(Records excerpted from a collection)

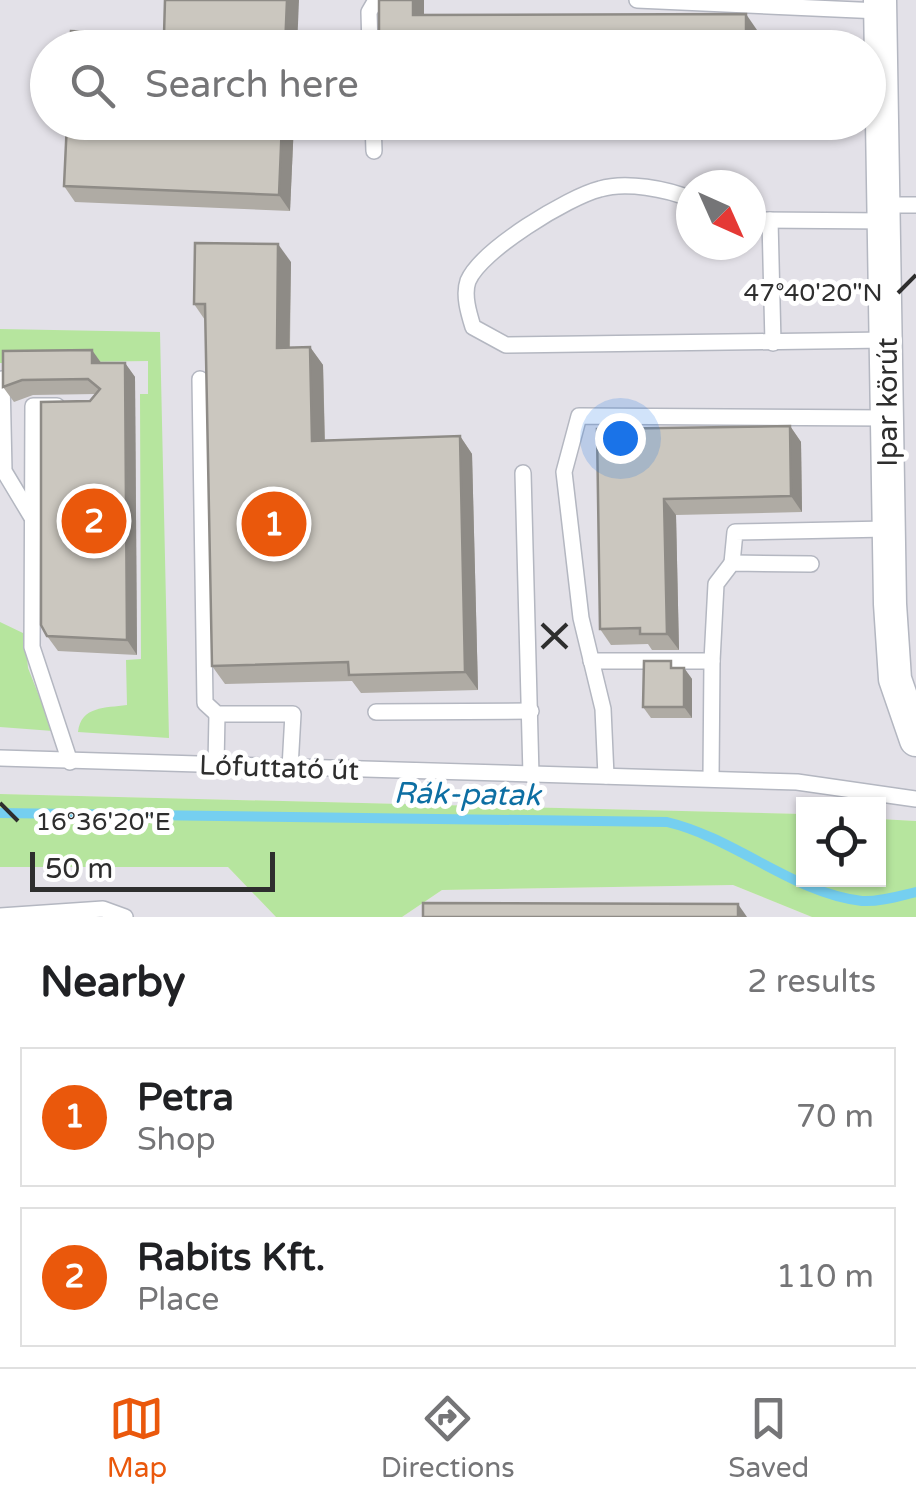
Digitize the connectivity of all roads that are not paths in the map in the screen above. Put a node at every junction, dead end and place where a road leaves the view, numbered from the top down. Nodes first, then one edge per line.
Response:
1 (376, 0) edge
2 (637, 0) edge
3 (880, 6) edge
4 (370, 30) edge
5 (886, 82) edge
6 (374, 140) edge
7 (374, 151) dead end
8 (676, 192) edge
9 (896, 210) edge
10 (766, 220) edge
11 (770, 220) junction
12 (887, 340) junction
13 (773, 343) junction
14 (2, 379) edge
15 (200, 379) dead end
16 (82, 406) edge
17 (887, 418) junction
18 (523, 472) dead end
19 (33, 520) junction
20 (887, 528) junction
21 (732, 563) junction
22 (811, 564) dead end
23 (590, 661) junction
24 (712, 661) junction
25 (531, 711) junction
26 (376, 712) dead end
27 (216, 714) junction
28 (916, 740) edge
29 (0, 758) edge
30 (70, 762) junction
31 (216, 766) junction
32 (290, 768) junction
33 (531, 774) junction
34 (606, 776) junction
35 (711, 778) junction
36 (916, 799) edge
37 (0, 916) edge
38 (124, 916) edge

1 - 4 lane
2 - 3 lane
5 - 9 street, Ipar körút
6 - 7 lane
8 - 13 lane
9 - 11 lane
9 - 12 street, Ipar körút
10 - 11 lane
11 - 13 lane
12 - 13 lane
12 - 17 street, Ipar körút
14 - 19 lane
15 - 27 lane
16 - 19 lane
17 - 20 street, Ipar körút
17 - 23 lane
18 - 25 lane
19 - 30 lane
20 - 21 lane
20 - 28 street, Ipar körút
21 - 22 lane
21 - 24 lane
23 - 24 lane
23 - 34 lane
24 - 35 lane
25 - 26 lane
25 - 33 lane
27 - 31 lane
27 - 32 lane
29 - 30 lane, Lófuttató út
30 - 31 lane, Lófuttató út
31 - 32 lane, Lófuttató út
32 - 33 lane, Lófuttató út
33 - 34 lane, Lófuttató út
34 - 35 lane, Lófuttató út
35 - 36 lane, Lófuttató út
37 - 38 lane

### Exercise
Would you tally the lines above holding "Lófuttató" and reply with the total alone?

### Solution
7